Thanks to Roger's advice I have circumvented the problem of removing the recalcitrant bolts by enlarging the holes in the mast enough to get the three cables, held in a triangle by sail ties, through. I've also decided on the NASA tricolour light since someone else told me how to make the cable joint watertight, and to have no anchor light at the masthead but hoist a plug-in one in the rigging when necessary. (Roger's idea, not universally approved of, but I like it!).
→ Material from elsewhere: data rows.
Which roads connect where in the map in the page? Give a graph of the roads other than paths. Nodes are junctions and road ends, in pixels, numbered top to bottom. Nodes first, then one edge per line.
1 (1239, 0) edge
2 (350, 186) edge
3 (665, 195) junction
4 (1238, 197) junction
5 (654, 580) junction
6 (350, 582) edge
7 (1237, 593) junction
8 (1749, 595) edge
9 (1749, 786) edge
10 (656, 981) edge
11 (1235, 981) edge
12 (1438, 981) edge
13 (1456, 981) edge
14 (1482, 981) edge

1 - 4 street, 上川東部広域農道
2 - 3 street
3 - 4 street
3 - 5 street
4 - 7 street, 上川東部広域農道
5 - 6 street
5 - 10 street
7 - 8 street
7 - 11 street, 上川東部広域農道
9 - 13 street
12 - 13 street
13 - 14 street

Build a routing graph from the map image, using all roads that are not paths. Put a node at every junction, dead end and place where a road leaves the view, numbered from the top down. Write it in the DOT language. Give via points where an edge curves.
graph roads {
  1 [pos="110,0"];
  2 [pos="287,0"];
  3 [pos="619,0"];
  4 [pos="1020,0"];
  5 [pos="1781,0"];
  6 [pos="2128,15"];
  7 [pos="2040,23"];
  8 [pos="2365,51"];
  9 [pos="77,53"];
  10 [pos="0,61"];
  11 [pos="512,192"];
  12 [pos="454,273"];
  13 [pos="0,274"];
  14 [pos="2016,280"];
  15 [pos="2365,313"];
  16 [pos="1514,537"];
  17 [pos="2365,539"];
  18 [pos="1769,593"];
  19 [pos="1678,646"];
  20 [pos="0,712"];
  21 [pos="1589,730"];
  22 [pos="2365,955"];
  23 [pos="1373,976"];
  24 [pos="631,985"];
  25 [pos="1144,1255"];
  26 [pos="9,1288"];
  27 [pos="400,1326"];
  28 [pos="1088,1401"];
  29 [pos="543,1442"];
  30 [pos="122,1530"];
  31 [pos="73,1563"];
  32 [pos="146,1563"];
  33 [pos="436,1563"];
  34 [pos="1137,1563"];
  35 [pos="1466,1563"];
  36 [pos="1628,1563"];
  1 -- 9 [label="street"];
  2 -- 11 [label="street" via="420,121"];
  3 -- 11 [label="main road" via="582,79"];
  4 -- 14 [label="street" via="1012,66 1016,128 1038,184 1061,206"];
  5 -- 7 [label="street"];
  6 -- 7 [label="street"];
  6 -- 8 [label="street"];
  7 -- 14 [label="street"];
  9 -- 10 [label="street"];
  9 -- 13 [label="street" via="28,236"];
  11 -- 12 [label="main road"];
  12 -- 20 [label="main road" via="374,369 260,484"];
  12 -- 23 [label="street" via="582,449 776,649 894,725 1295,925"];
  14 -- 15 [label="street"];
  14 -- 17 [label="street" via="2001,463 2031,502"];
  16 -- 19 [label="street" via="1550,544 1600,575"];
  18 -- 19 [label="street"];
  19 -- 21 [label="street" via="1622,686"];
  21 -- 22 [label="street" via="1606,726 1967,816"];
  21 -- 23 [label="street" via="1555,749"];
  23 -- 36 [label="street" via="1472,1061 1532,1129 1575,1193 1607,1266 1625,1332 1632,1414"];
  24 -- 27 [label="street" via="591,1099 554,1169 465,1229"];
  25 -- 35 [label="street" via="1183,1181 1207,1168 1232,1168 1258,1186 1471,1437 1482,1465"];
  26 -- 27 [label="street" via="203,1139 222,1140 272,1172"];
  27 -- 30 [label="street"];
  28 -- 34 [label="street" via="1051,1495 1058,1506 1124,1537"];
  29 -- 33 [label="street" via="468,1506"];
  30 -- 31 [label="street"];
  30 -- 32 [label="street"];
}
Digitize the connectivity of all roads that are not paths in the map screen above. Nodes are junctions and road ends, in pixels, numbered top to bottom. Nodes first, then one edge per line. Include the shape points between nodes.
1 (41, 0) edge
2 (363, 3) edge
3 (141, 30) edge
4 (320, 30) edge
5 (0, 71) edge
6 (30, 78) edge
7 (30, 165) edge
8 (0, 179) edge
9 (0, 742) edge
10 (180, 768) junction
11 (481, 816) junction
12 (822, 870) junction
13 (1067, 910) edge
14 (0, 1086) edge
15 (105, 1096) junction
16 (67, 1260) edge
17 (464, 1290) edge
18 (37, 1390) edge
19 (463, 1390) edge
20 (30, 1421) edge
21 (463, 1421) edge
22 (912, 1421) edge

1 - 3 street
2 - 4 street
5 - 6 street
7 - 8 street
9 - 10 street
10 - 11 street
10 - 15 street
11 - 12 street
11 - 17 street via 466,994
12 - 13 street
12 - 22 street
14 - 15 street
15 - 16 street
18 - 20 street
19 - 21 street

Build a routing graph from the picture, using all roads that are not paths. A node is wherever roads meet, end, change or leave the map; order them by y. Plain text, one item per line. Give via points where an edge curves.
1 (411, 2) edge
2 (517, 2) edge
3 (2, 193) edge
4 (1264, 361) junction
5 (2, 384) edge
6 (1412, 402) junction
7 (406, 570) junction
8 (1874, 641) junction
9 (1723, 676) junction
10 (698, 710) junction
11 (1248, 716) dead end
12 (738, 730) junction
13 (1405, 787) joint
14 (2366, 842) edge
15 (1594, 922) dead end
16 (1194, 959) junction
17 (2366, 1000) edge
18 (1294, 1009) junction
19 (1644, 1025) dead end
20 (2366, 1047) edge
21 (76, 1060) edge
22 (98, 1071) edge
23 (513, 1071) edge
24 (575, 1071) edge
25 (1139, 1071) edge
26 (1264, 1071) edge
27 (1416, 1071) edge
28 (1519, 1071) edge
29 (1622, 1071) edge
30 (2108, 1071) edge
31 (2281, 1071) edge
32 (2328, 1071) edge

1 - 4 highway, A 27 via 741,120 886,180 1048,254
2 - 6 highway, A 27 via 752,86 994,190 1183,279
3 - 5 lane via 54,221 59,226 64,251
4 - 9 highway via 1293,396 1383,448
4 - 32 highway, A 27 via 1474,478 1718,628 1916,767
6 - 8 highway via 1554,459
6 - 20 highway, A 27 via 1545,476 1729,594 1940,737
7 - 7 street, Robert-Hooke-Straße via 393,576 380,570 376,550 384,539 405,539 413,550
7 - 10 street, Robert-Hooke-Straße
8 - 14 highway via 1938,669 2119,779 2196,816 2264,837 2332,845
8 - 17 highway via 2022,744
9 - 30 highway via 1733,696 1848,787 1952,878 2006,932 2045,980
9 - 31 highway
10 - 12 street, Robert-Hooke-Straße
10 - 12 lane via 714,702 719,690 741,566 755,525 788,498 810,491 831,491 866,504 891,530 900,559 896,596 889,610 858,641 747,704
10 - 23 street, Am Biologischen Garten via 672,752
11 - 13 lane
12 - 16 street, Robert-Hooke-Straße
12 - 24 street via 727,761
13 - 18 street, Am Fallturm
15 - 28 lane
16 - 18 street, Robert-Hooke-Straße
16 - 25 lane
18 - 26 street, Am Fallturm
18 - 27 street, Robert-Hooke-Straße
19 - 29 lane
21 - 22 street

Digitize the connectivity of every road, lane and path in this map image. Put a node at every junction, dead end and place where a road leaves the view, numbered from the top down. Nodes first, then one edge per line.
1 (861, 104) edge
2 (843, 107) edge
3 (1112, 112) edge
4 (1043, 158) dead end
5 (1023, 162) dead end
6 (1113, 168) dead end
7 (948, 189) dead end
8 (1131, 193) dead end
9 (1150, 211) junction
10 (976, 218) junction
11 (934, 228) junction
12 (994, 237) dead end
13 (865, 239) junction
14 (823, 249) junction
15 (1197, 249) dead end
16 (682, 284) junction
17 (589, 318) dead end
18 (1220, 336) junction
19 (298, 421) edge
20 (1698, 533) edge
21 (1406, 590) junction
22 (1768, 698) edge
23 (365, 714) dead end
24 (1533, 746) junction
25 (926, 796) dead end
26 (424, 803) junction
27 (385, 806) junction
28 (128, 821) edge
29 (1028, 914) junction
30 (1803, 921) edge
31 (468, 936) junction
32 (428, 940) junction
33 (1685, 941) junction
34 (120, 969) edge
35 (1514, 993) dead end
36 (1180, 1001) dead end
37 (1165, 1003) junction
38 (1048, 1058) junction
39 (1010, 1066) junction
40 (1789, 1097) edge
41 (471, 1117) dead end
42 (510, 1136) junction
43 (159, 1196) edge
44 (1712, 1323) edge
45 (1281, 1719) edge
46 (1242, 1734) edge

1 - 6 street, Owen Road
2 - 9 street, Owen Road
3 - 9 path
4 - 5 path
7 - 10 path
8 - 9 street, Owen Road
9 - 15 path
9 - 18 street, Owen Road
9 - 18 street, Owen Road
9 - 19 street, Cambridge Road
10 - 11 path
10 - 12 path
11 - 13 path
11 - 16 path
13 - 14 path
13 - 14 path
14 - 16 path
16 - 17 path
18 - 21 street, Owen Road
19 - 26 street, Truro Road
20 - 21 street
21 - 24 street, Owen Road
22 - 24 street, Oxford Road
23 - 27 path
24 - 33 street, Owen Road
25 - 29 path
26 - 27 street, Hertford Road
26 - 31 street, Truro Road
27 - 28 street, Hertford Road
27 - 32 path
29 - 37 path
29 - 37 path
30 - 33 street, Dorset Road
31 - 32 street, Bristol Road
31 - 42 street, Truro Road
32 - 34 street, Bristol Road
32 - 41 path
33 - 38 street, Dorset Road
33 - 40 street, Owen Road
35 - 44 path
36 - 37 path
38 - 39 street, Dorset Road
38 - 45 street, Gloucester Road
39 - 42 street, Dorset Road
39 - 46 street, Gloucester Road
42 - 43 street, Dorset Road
Also replaced the grotty old stern light with one I bought for a fiver at a boat jumble. It'll need a LED bulb in there if I'm to use it much when I'm sailing, but with the tricolour I hope it'll only be used when I'm motoring (or maybe sailing in narrow waters where I might have the engine running anyway). Broke a bit trying to drill the stainless steel mounting plate, so I've just bought some new (and better) ones. Sidelights still need doing (I have the LED versions) and I'm about to go and buy a steaming light (which doesn't need to be LED) to complete the set.

The VHF coaxial cable was cracked such that the sheath conductor is visible in places, so that needed replacing, and the aerial's seen better days too. Whilst I'm spending money I decided to replace that too, and Force 4 had an aerial complete with 20m of cable for about £55, which I reckoned quite reasonable. What's more, I can make it fit the old holes!

No sign of the marine engineer who's supposed to be fitting my engine. He drove off (he lives in the boat next to mine) on Friday morning and I haven't seen him since. :x
Experience: That which would have been most useful five minutes before you acquired it.